Task directions
The entries shown here must be retyped in full, with no pictures included.

[Stored items]
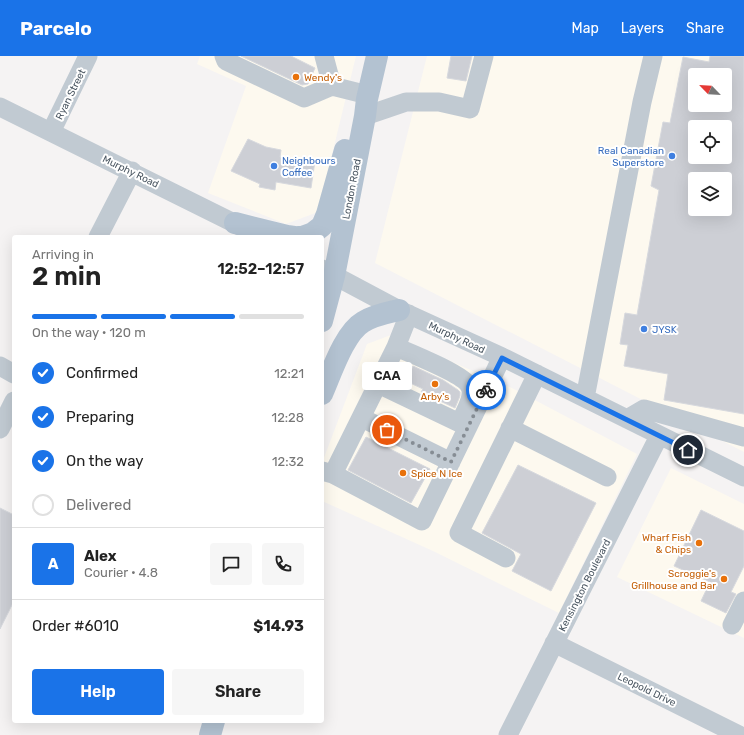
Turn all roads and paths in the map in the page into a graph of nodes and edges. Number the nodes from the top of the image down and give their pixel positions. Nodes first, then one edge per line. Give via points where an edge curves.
1 (88, 56) edge
2 (224, 56) edge
3 (238, 56) edge
4 (324, 56) edge
5 (377, 56) edge
6 (484, 56) edge
7 (653, 56) edge
8 (332, 86) junction
9 (291, 92) junction
10 (367, 103) junction
11 (0, 107) edge
12 (51, 132) junction
13 (132, 172) junction
14 (235, 223) junction
15 (99, 235) edge
16 (258, 235) edge
17 (281, 235) edge
18 (309, 235) edge
19 (328, 272) edge
20 (324, 305) edge
21 (404, 312) junction
22 (396, 347) junction
23 (502, 358) junction
24 (0, 366) edge
25 (12, 373) edge
26 (537, 374) junction
27 (378, 384) junction
28 (324, 389) edge
29 (585, 398) junction
30 (12, 405) edge
31 (362, 418) junction
32 (627, 420) junction
33 (464, 425) junction
34 (510, 428) junction
35 (0, 429) edge
36 (660, 436) junction
37 (744, 437) edge
38 (451, 462) junction
39 (327, 473) edge
40 (607, 477) dead end
41 (744, 477) edge
42 (506, 558) dead end
43 (744, 601) edge
44 (732, 625) dead end
45 (554, 643) junction
46 (508, 735) edge
47 (739, 735) edge

1 - 12 street, Ryan Street
2 - 9 street via 226,61
3 - 9 street via 287,81
4 - 8 street
5 - 10 main road, London Road
6 - 10 street via 470,109 439,102
7 - 29 street
8 - 9 street via 304,98
8 - 10 street
10 - 18 main road via 348,140 322,226
10 - 19 main road, London Road
11 - 12 street, Murphy Road
12 - 13 street, Murphy Road
13 - 14 street, Murphy Road
13 - 15 street
14 - 16 street, Murphy Road
14 - 17 main road
19 - 20 main road, London Road
19 - 21 street, Murphy Road
21 - 22 street
21 - 23 street, Murphy Road
21 - 28 main road via 379,315 357,326 336,361
22 - 27 street
22 - 33 street via 431,361 463,379 470,386 471,395
23 - 26 street, Murphy Road
23 - 33 street
24 - 25 street
26 - 29 street, Murphy Road
26 - 34 street
27 - 31 street
27 - 33 street
29 - 32 street, Murphy Road
30 - 35 street
31 - 38 street
31 - 39 street
32 - 36 street, Murphy Road
32 - 37 street via 644,409
33 - 38 street
34 - 40 street
34 - 42 street via 459,533
36 - 41 street, Murphy Road
36 - 45 street, Kensington Boulevard
38 - 39 street via 422,521
43 - 44 street
45 - 46 street, Kensington Boulevard
45 - 47 street, Leopold Drive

Output of the task
Turn all roads and paths in the map in the page into a graph of nodes and edges. Number the nodes from the top of the image down and give their pixel positions. Nodes first, then one edge per line. Give via points where an edge curves.
1 (88, 56) edge
2 (224, 56) edge
3 (238, 56) edge
4 (324, 56) edge
5 (377, 56) edge
6 (484, 56) edge
7 (653, 56) edge
8 (332, 86) junction
9 (291, 92) junction
10 (367, 103) junction
11 (0, 107) edge
12 (51, 132) junction
13 (132, 172) junction
14 (235, 223) junction
15 (99, 235) edge
16 (258, 235) edge
17 (281, 235) edge
18 (309, 235) edge
19 (328, 272) edge
20 (324, 305) edge
21 (404, 312) junction
22 (396, 347) junction
23 (502, 358) junction
24 (0, 366) edge
25 (12, 373) edge
26 (537, 374) junction
27 (378, 384) junction
28 (324, 389) edge
29 (585, 398) junction
30 (12, 405) edge
31 (362, 418) junction
32 (627, 420) junction
33 (464, 425) junction
34 (510, 428) junction
35 (0, 429) edge
36 (660, 436) junction
37 (744, 437) edge
38 (451, 462) junction
39 (327, 473) edge
40 (607, 477) dead end
41 (744, 477) edge
42 (506, 558) dead end
43 (744, 601) edge
44 (732, 625) dead end
45 (554, 643) junction
46 (508, 735) edge
47 (739, 735) edge

1 - 12 street, Ryan Street
2 - 9 street via 226,61
3 - 9 street via 287,81
4 - 8 street
5 - 10 main road, London Road
6 - 10 street via 470,109 439,102
7 - 29 street
8 - 9 street via 304,98
8 - 10 street
10 - 18 main road via 348,140 322,226
10 - 19 main road, London Road
11 - 12 street, Murphy Road
12 - 13 street, Murphy Road
13 - 14 street, Murphy Road
13 - 15 street
14 - 16 street, Murphy Road
14 - 17 main road
19 - 20 main road, London Road
19 - 21 street, Murphy Road
21 - 22 street
21 - 23 street, Murphy Road
21 - 28 main road via 379,315 357,326 336,361
22 - 27 street
22 - 33 street via 431,361 463,379 470,386 471,395
23 - 26 street, Murphy Road
23 - 33 street
24 - 25 street
26 - 29 street, Murphy Road
26 - 34 street
27 - 31 street
27 - 33 street
29 - 32 street, Murphy Road
30 - 35 street
31 - 38 street
31 - 39 street
32 - 36 street, Murphy Road
32 - 37 street via 644,409
33 - 38 street
34 - 40 street
34 - 42 street via 459,533
36 - 41 street, Murphy Road
36 - 45 street, Kensington Boulevard
38 - 39 street via 422,521
43 - 44 street
45 - 46 street, Kensington Boulevard
45 - 47 street, Leopold Drive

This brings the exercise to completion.